[drupal-devel] Re: SQLite
Carl McDade
carl_mcdade at yahoo.com
Sat Jan 22 20:35:30 UTC 2005
Negyesi Karoly wrote:
>>I just wanted to let you know that I upgraded my development environment
>>to PHP5. The reason? I believe that it is important that Drupal 4.6
>>will work with PHP5.
>
>
> Aye. And, as SQLite is default with PHP5, it is now time, to talk about
> that, too: http://drupal.org/node/13192
>
> As there was no interest, I've stopped the development. ALTER TABLE is
> still missing but as I have written, it is done by someone else, just need
> copy-paste. Most importantly, some decisions are missing.
>
> If you take a look at
> http://cvs.drupal.org/viewcvs/drupal/contributions/sandbox/chx/database.sqlite.inc?rev=1.2
> you'll see some strange looking code, especially in the _db_query fuction.
>
> Problem is, that if you SELECT table1.field1 FROM table1,table2 then the
> result column is called table1.field1 -- to get what you expect you need
> SELECT table1.field1 AS field1 FROM table1,table2. The problem is even
> better with SELECT table1.* FROM table1,table2 because you need to extract
> that * to be able to alias.
>
> There are a few solutions. One, you may do a CREATE TEMPORARY VIEW on every
> SELECT statement. After that, you are SELECTing from one VIEW, so this
> effect does hit you. Alas, this is a bit slow. Not too much, but still.
>
> Second, you may write some hellish-looking regexps to rewrite your queries.

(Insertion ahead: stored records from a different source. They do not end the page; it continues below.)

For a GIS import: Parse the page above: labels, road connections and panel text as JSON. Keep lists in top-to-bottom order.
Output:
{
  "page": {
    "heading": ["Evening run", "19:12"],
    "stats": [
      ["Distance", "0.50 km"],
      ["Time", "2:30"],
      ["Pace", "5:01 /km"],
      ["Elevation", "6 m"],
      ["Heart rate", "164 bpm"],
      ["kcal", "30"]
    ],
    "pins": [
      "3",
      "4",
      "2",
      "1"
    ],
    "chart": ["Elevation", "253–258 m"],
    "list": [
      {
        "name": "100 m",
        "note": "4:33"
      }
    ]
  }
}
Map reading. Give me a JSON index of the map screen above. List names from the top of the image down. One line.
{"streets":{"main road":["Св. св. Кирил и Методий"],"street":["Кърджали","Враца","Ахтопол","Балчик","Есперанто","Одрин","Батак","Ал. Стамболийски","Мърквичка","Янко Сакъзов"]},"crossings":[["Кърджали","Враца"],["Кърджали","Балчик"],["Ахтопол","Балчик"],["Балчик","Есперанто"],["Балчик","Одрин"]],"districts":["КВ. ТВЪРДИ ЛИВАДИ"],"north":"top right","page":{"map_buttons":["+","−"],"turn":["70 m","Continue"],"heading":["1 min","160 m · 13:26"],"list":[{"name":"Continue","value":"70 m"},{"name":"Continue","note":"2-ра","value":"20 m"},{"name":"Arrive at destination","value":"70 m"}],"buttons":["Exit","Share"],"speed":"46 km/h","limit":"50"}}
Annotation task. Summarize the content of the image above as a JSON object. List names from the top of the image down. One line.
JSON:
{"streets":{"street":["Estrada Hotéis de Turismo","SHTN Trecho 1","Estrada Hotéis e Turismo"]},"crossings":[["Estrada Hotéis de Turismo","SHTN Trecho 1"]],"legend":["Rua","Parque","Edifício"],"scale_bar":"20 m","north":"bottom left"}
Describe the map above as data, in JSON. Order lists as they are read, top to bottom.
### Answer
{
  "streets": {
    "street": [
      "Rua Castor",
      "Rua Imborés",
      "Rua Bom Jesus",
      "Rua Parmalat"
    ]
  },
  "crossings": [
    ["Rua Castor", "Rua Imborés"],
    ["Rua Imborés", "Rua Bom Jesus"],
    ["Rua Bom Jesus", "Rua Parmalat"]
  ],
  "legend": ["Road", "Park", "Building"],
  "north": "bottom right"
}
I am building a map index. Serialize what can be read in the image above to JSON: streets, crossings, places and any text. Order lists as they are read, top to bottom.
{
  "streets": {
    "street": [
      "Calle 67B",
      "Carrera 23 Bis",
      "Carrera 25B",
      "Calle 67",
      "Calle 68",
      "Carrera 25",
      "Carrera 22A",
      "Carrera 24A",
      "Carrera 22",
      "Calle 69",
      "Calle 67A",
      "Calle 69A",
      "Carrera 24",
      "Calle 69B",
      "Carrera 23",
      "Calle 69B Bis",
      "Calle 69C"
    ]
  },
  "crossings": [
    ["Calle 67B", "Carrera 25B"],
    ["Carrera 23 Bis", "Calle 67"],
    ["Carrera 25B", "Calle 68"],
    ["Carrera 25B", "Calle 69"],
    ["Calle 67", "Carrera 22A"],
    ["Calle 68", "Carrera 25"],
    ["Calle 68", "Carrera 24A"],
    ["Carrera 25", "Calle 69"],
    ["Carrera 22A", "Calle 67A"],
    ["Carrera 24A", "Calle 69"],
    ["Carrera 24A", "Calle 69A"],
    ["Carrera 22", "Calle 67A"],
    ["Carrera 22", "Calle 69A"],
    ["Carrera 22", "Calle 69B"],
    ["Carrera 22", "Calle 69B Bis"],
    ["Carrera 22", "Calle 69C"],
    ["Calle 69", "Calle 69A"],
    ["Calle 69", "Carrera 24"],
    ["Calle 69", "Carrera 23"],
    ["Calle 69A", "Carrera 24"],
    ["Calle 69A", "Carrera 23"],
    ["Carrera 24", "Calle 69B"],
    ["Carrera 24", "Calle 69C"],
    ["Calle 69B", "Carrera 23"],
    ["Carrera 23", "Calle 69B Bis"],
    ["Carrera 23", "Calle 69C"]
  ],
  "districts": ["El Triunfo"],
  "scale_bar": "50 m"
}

> Problem is, you will need to debug those. And the expanding part is far
> from trivial. This solution is the best if you have more than a handful of
> records, 'cos the preparation time in PHP is much smaller than the SQLite
> execution time.
>
> Third is, you rewrite every query in Drupal core to be properly aliased...
>
> Ah, and one more SQLite bug: if there are aliased JOINed tables, forget
> USING clause. Thankfully, this appeared only once in Drupal core when I
> was coding this.
>
> Regards
>
> Karoly Negyesi
>
Hi,
This is mostly a test of the mailing system. But you might think about
parsing those unsupported queries into an array and drop/write new
tables. We this is done in textdb api a flat file db system project that
I work on occasionally. You can find it on source forge. Take a look at
the SQL parser. That parser was borrowed by the Mambo lite project also
which uses flat files. Using it as a patch to SQLite should work.